Natural Language Processing
Field concerned with machines capable of processing, analyzing, and generating human language, either spoken, written or signed.
Neural Networks
A model that, taking inspiration from the brain, is composed of layers (at least one of which is hidden) consisting of simple connected units or neurons followed by nonlinearities
O
Overfitting
When an AI model learns noise in its training data too well and performs poorly on new data.
P
Parameters
Numbers inside an AI model that determine how an input (e.g. a chunk of prompt text) is converted into an output (e.g. the next word after the prompt). Process of "training" an AI model consists of using mathematical optimization techniques to tweak the model's parameter values over and over again until the model is very good at converting inputs to outputs.
Predictive Analytics
Type of supervised ML application that is used to provide deep insights into various data points and allows for the anticipation of results based on given output variables. Examples of predictive analytics include credit scoring to predict likelihood of paying on time based on factors including customer data and credit history.
Prompt Engineering
Practice of crafting effective inputs (prompts) to guide the outputs of generative AI systems.
R
Reinforcement Learning
Behavioral machine learning model that is similar to supervised learning, but the algorithm isn't trained using sample data. This model learns as it goes by using trial and error. A sequence of successful outcomes will be reinforced to develop the best recommendation for a given problem.
Risk
Composite measure of an event's probability of occurring and the magnitude or degree of the consequences of the corresponding event. The impacts, or consequences, of AI systems can be positive, negative, or both and can result in opportunities or threats
Risk Tolerance
An organization's readiness to bear the risk in order to achieve its objectives. Risk tolerance can be influenced by legal, regulatory, budget and other factors.
Robotic Processing Automation
Preconfigured software instance that uses business rules and predefined activity choreography to complete the autonomous execution of a combination of processes, activities, transactions, and tasks in one or more unrelated software systems to deliver a result or service with human exception management.
S
Supervised Learning
Also known as supervised machine learning, this type of machine learning uses labeled datasets to train algorithms to classify data or predict outcomes accurately.
- Input data is fed into the model.
- Weights are adjusted until the model has been appropriately fitted, i.e. generalizes and adequately represents the pattern.

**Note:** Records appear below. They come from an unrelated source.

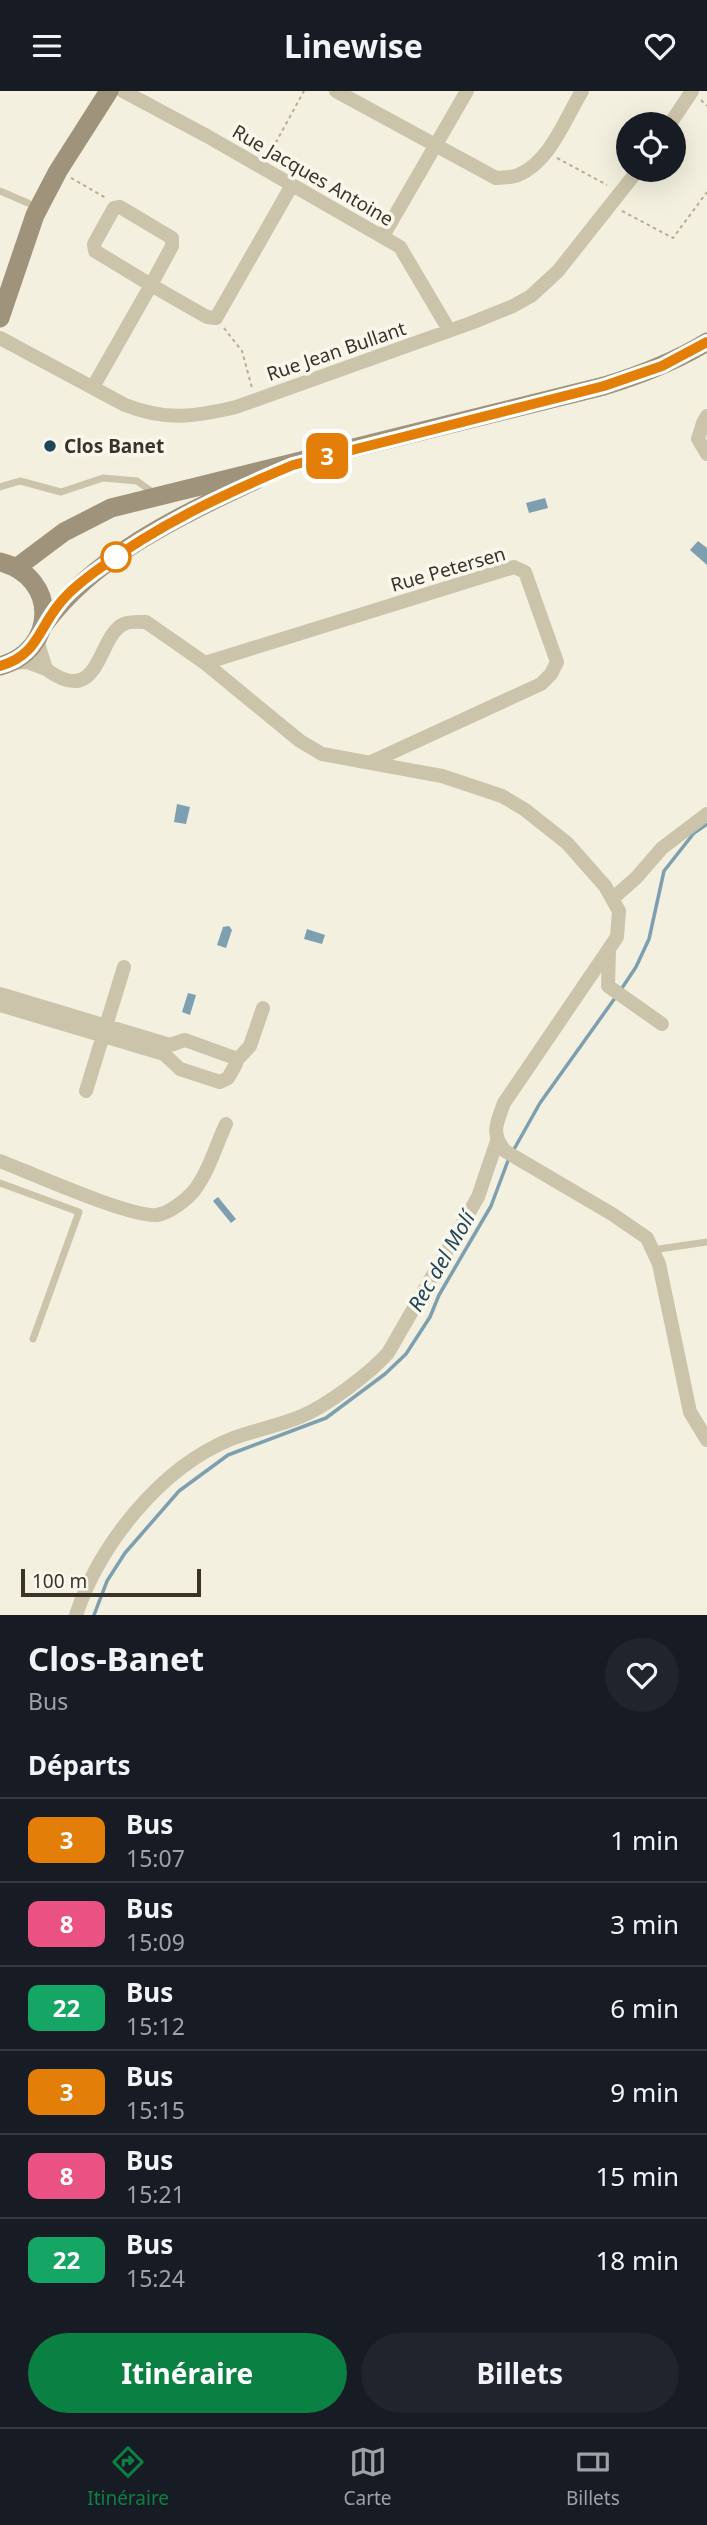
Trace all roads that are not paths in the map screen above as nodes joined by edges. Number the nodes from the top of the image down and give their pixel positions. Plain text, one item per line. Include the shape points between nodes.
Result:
1 (94, 91) edge
2 (109, 91) edge
3 (122, 91) edge
4 (336, 91) edge
5 (467, 91) edge
6 (582, 91) edge
7 (692, 91) edge
8 (678, 112) edge
9 (434, 146) junction
10 (629, 182) edge
11 (292, 185) junction
12 (0, 191) edge
13 (29, 203) junction
14 (383, 236) junction
15 (0, 278) edge
16 (151, 285) junction
17 (0, 318) edge
18 (449, 330) junction
19 (0, 338) edge
20 (707, 342) edge
21 (93, 387) junction
22 (707, 416) edge
23 (707, 454) edge
24 (293, 465) junction
25 (0, 487) edge
26 (153, 497) junction
27 (6, 564) edge
28 (40, 633) junction
29 (205, 663) junction
30 (6, 665) edge
31 (46, 669) junction
32 (371, 762) junction
33 (707, 814) edge
34 (612, 899) junction
35 (609, 949) junction
36 (124, 967) dead end
37 (0, 994) edge
38 (0, 1005) edge
39 (263, 1008) dead end
40 (662, 1024) dead end
41 (104, 1031) junction
42 (168, 1050) junction
43 (236, 1061) junction
44 (86, 1091) dead end
45 (226, 1124) dead end
46 (506, 1150) junction
47 (0, 1161) edge
48 (0, 1183) edge
49 (707, 1242) edge
50 (652, 1250) junction
51 (33, 1339) dead end
52 (707, 1440) edge
53 (76, 1615) edge

1 - 13 main road
2 - 17 main road via 58,171 27,233
3 - 11 street, Rue Jacques Antoine
4 - 9 street
5 - 9 street
6 - 9 street via 549,149 517,176 496,178
7 - 8 street
9 - 14 street
10 - 18 street, Rue Jean Bullant via 558,271 531,296
11 - 14 street, Rue Jacques Antoine
11 - 16 street via 216,318
12 - 13 lane
13 - 15 main road
14 - 18 street, Rue Jacques Antoine via 400,247
16 - 16 street via 172,238 120,207 114,208 94,244 95,251
16 - 21 street
18 - 21 street, Rue Jean Bullant via 198,416 136,409
19 - 21 street, Rue Jean Bullant
20 - 24 main road via 672,361 604,386
22 - 23 street via 698,439
24 - 26 main road
24 - 28 main road via 145,538 80,583 61,601
25 - 26 lane via 20,481 61,492 103,478 137,481
26 - 27 main road via 111,508
27 - 28 main road via 27,575 36,586 44,612
28 - 30 main road via 22,657
28 - 31 street
29 - 31 street via 163,632 137,622 124,624 112,634 93,671 82,678 58,678
29 - 32 street via 299,741 322,754
29 - 32 street, Rue Petersen via 514,568 526,572 557,662 551,674 541,684
30 - 31 street via 27,663
32 - 34 street via 442,776 502,796 567,843
33 - 34 street via 662,848
34 - 35 street via 619,911 617,937
35 - 40 street via 608,986
35 - 46 street via 504,1103 495,1127
36 - 41 street
37 - 41 street
38 - 41 street
39 - 43 street via 250,1047
41 - 42 street
41 - 44 street
42 - 43 street via 185,1040
42 - 43 street via 180,1069 220,1082 233,1072
45 - 47 street via 193,1192 159,1215 117,1207
46 - 50 street via 612,1213 647,1238
46 - 53 street via 388,1353 374,1368 303,1416 197,1455 142,1506 98,1562
48 - 51 lane via 79,1212
49 - 50 lane
50 - 52 street via 659,1264 690,1412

- A training dataset is used to teach models to yield the desired output and includes inputs and outputs that are correctly categorized or "labeled", which allow the model to learn over time. The algorithm measures its accuracy through the loss function, adjusting until the error has been sufficiently minimized.
T
Training Data
Dataset(s) used to teach an AI model to make predictions or decisions
Transparency
Reflects the extent to which information about an AI system and its outputs is available to individuals interacting with such a system – regardless of whether they are even aware that they are doing so.
U
Unsupervised Learning
Often used in data exploration before a learning goal is established. Unsupervised machine learning uses unlabeled data. From that data, it discovers patterns that help solve clustering or association problems. It's useful when subject matter experts are unsure of common properties of a data set. Unsupervised learning models are utilized for three main tasks—clustering, association, and dimensionality reduction.